## GOAL OF THE EXERCISE:
Which lines below hold the word "Cross"? Report each one.

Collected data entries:

[Start of section]

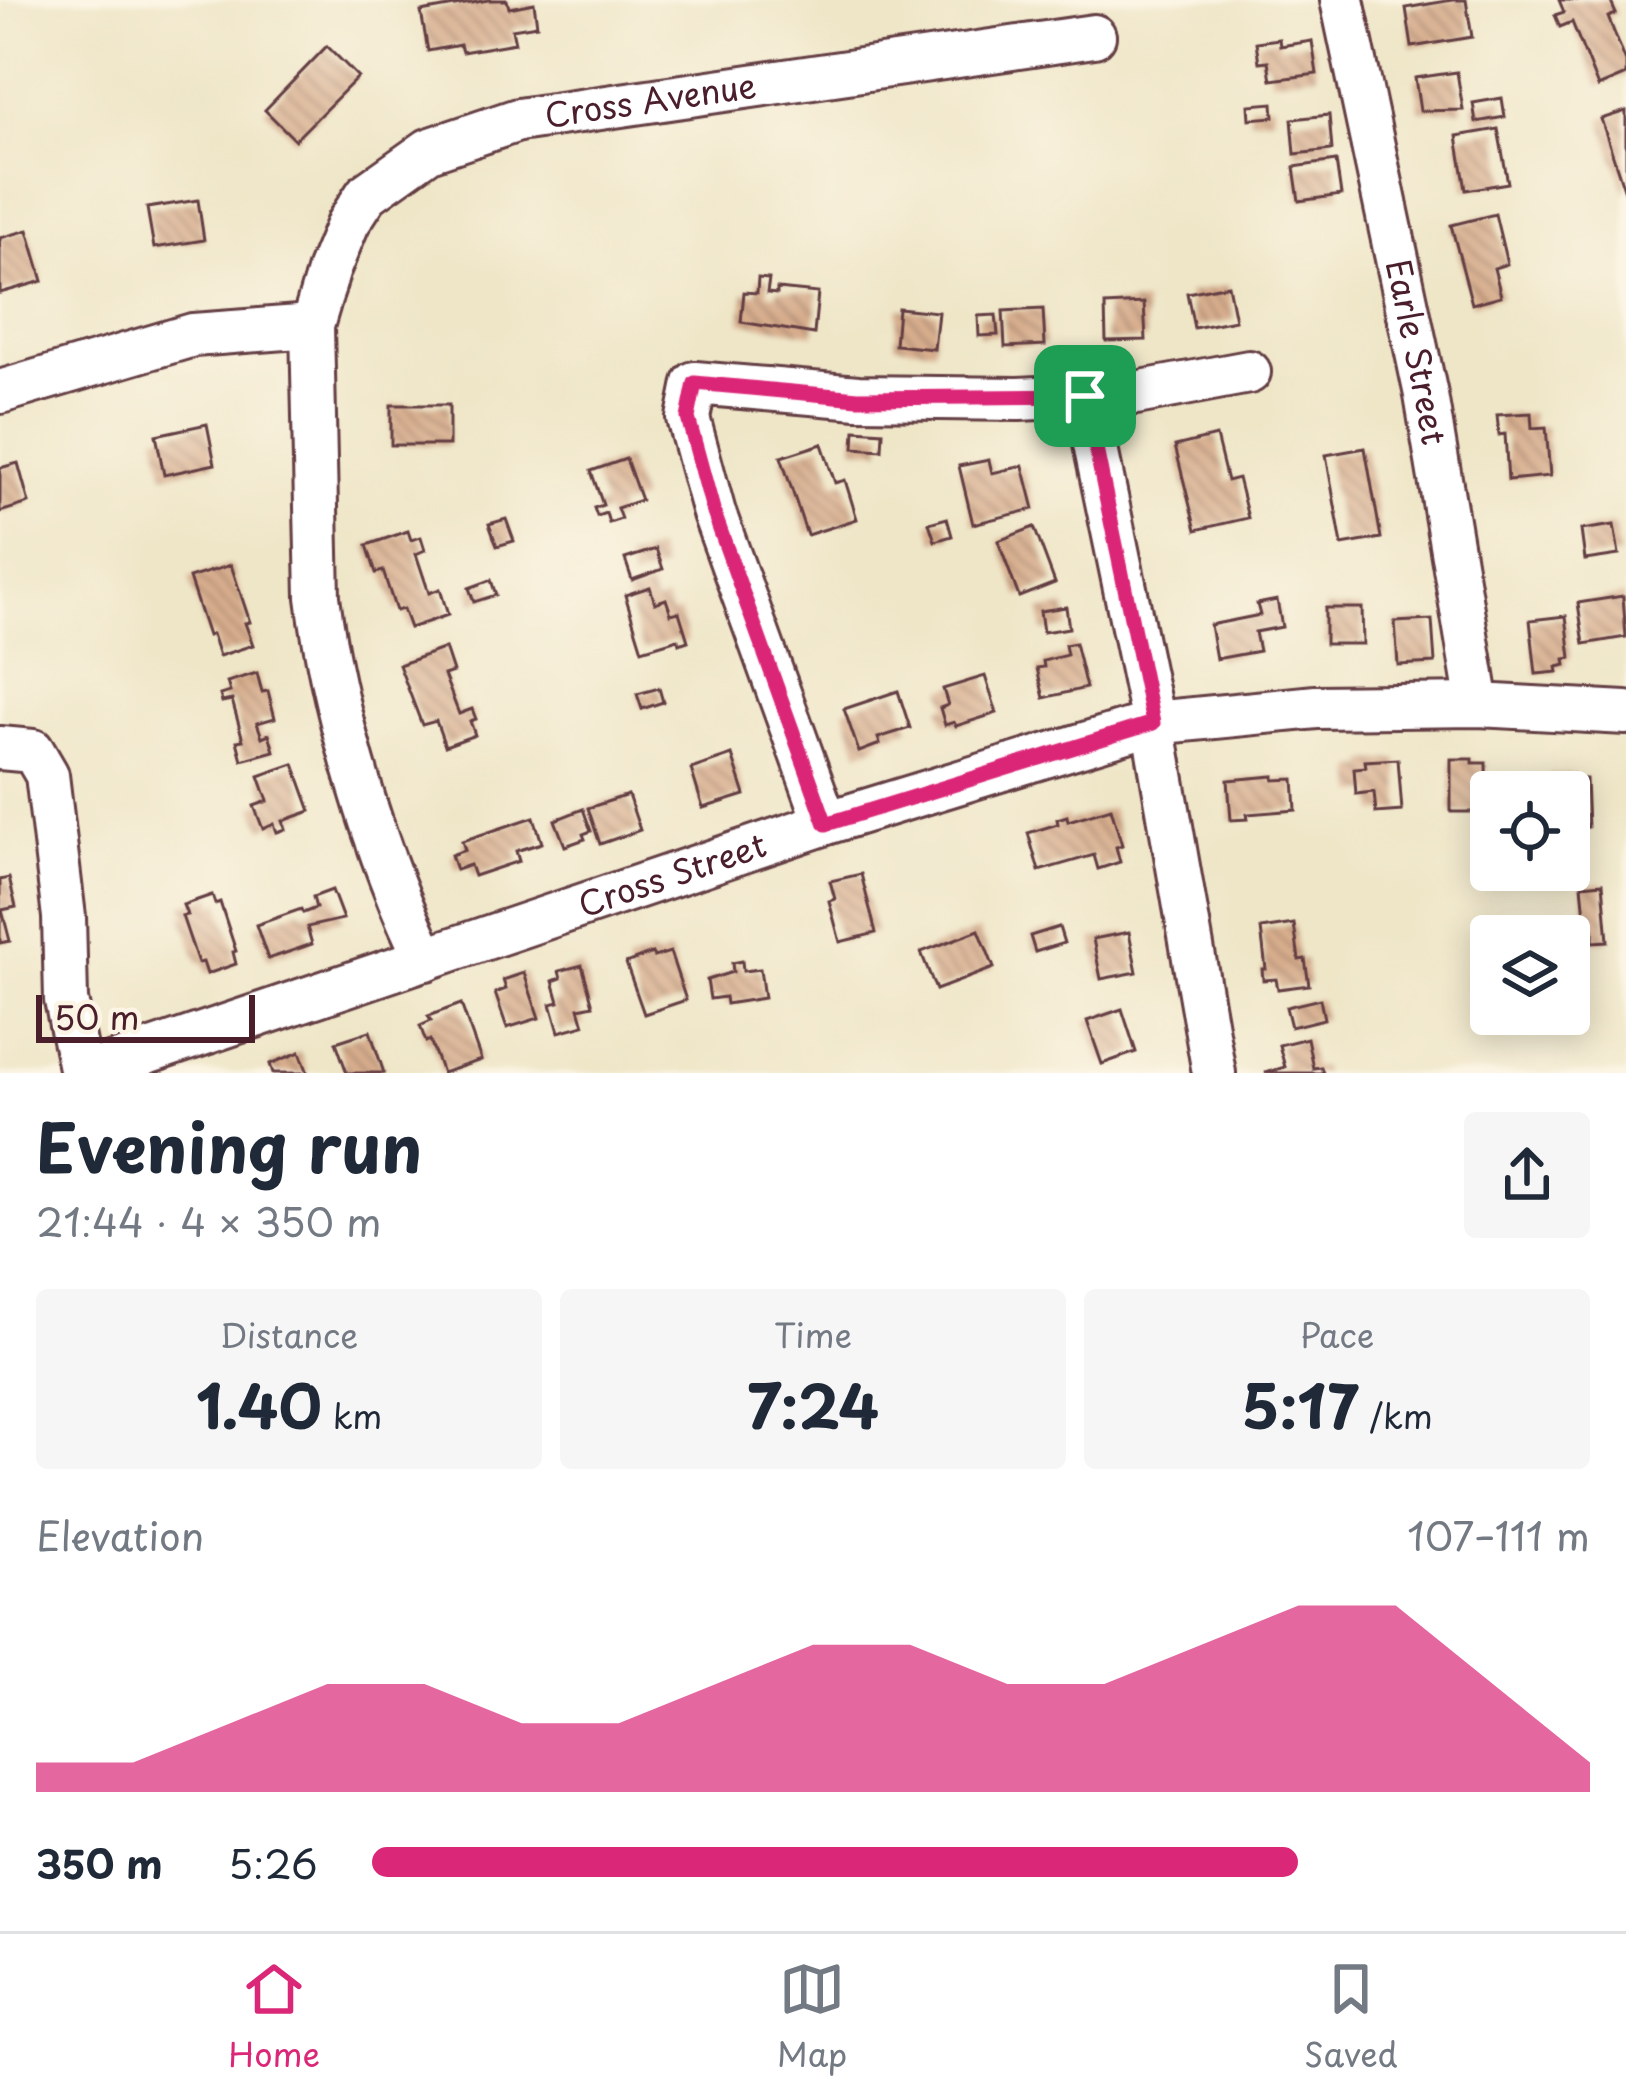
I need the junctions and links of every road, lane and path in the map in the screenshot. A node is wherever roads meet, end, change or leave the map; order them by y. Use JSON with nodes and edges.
{"nodes":[{"id":1,"x":1342,"y":0,"type":"edge"},
{"id":2,"x":1094,"y":36,"type":"dead end"},
{"id":3,"x":312,"y":326,"type":"junction"},
{"id":4,"x":1249,"y":372,"type":"dead end"},
{"id":5,"x":0,"y":392,"type":"edge"},
{"id":6,"x":1085,"y":396,"type":"junction"},
{"id":7,"x":1478,"y":704,"type":"junction"},
{"id":8,"x":1626,"y":713,"type":"edge"},
{"id":9,"x":1153,"y":723,"type":"junction"},
{"id":10,"x":0,"y":748,"type":"edge"},
{"id":11,"x":826,"y":824,"type":"junction"},
{"id":12,"x":425,"y":959,"type":"junction"},
{"id":13,"x":144,"y":1064,"type":"edge"},
{"id":14,"x":84,"y":1073,"type":"edge"},
{"id":15,"x":1214,"y":1073,"type":"edge"}],
"edges":[{"from":1,"to":7,"type":"street","name":"Earle Street"},
{"from":2,"to":3,"type":"street","name":"Cross Avenue"},
{"from":3,"to":5,"type":"street"},
{"from":3,"to":12,"type":"street","name":"Cross Avenue"},
{"from":4,"to":6,"type":"street"},
{"from":6,"to":9,"type":"street"},
{"from":6,"to":11,"type":"street"},
{"from":7,"to":8,"type":"street","name":"Cross Street"},
{"from":7,"to":9,"type":"street","name":"Cross Street"},
{"from":9,"to":11,"type":"street","name":"Cross Street"},
{"from":9,"to":15,"type":"street"},
{"from":10,"to":14,"type":"street"},
{"from":11,"to":12,"type":"street","name":"Cross Street"},
{"from":12,"to":13,"type":"street","name":"Cross Street"},
{"from":13,"to":14,"type":"street","name":"Cross Street"}]}
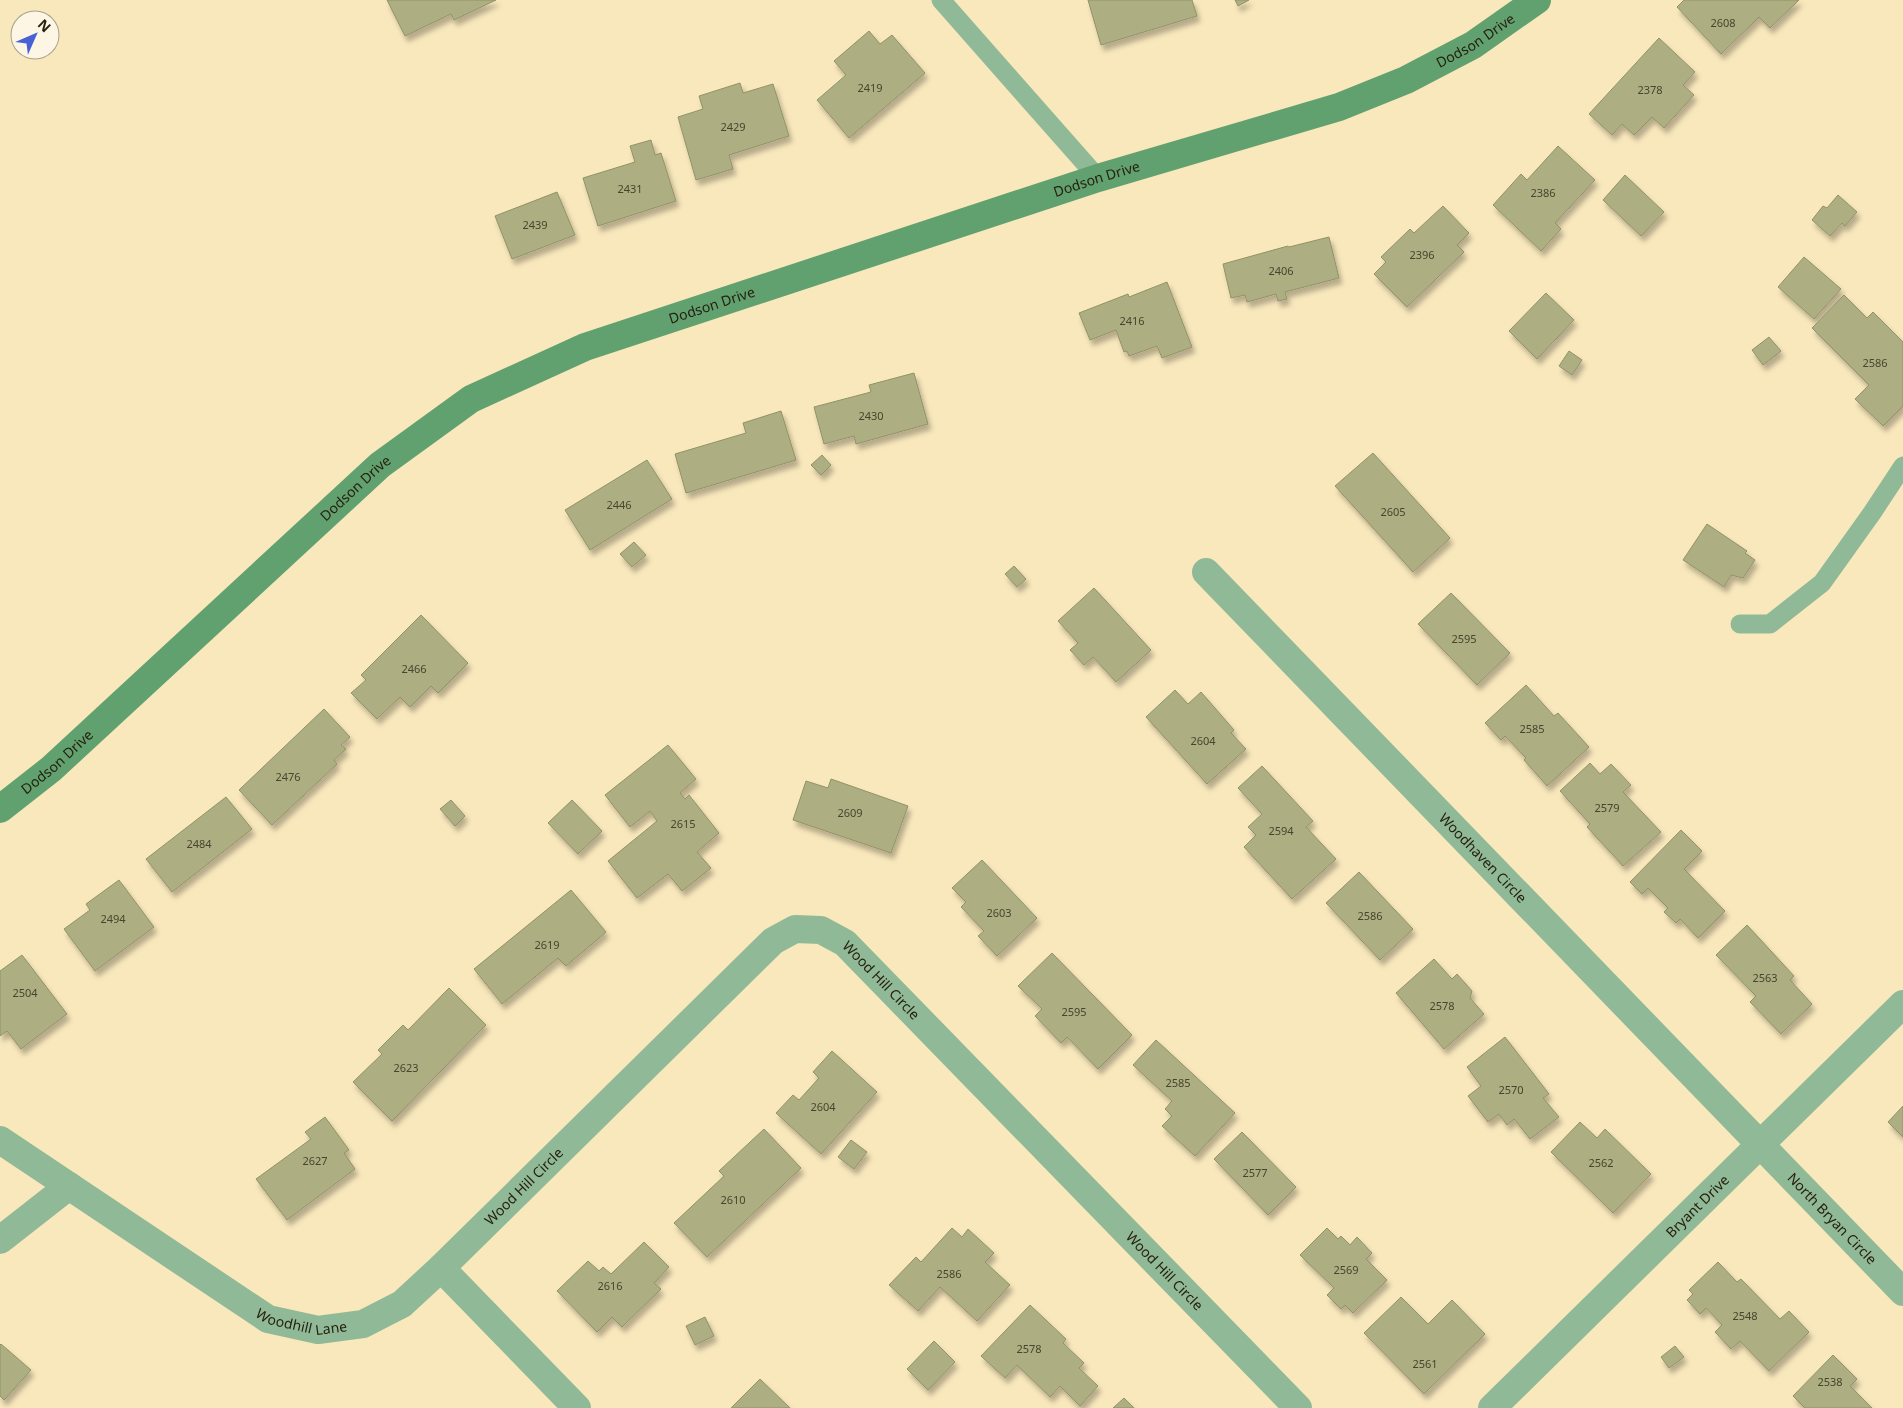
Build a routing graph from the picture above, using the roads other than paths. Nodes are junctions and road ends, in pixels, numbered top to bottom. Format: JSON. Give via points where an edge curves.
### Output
{"nodes":[{"id":1,"x":941,"y":0,"type":"edge"},
{"id":2,"x":1537,"y":0,"type":"edge"},
{"id":3,"x":1098,"y":178,"type":"junction"},
{"id":4,"x":1903,"y":466,"type":"edge"},
{"id":5,"x":1206,"y":572,"type":"dead end"},
{"id":6,"x":1740,"y":624,"type":"dead end"},
{"id":7,"x":0,"y":809,"type":"edge"},
{"id":8,"x":1903,"y":1004,"type":"edge"},
{"id":9,"x":0,"y":1140,"type":"edge"},
{"id":10,"x":1760,"y":1144,"type":"junction"},
{"id":11,"x":69,"y":1186,"type":"junction"},
{"id":12,"x":0,"y":1240,"type":"edge"},
{"id":13,"x":441,"y":1268,"type":"junction"},
{"id":14,"x":1903,"y":1292,"type":"edge"},
{"id":15,"x":577,"y":1408,"type":"edge"},
{"id":16,"x":1298,"y":1408,"type":"edge"},
{"id":17,"x":1492,"y":1408,"type":"edge"}],
"edges":[{"from":1,"to":3,"type":"lane"},
{"from":2,"to":3,"type":"street","name":"Dodson Drive","via":[[1474,45],[1406,80],[1339,106]]},
{"from":3,"to":7,"type":"street","name":"Dodson Drive","via":[[585,347],[471,399],[380,465],[51,769]]},
{"from":4,"to":6,"type":"lane","via":[[1822,583],[1770,624]]},
{"from":5,"to":10,"type":"street","name":"Woodhaven Circle"},
{"from":8,"to":10,"type":"street","name":"Bryant Drive"},
{"from":9,"to":11,"type":"street","name":"Woodhill Lane"},
{"from":10,"to":14,"type":"street","name":"North Bryan Circle"},
{"from":10,"to":17,"type":"street","name":"Bryant Drive"},
{"from":11,"to":12,"type":"street"},
{"from":11,"to":13,"type":"street","name":"Woodhill Lane","via":[[268,1319],[318,1330],[363,1324],[402,1304]]},
{"from":13,"to":15,"type":"street"},
{"from":13,"to":16,"type":"street","name":"Wood Hill Circle","via":[[773,941],[796,929],[821,930],[845,943]]}]}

[End of section]

## ANSWER TO THE EXERCISE:
{"from":2,"to":3,"type":"street","name":"Cross Avenue"},
{"from":3,"to":12,"type":"street","name":"Cross Avenue"},
{"from":7,"to":8,"type":"street","name":"Cross Street"},
{"from":7,"to":9,"type":"street","name":"Cross Street"},
{"from":9,"to":11,"type":"street","name":"Cross Street"},
{"from":11,"to":12,"type":"street","name":"Cross Street"},
{"from":12,"to":13,"type":"street","name":"Cross Street"},
{"from":13,"to":14,"type":"street","name":"Cross Street"}]}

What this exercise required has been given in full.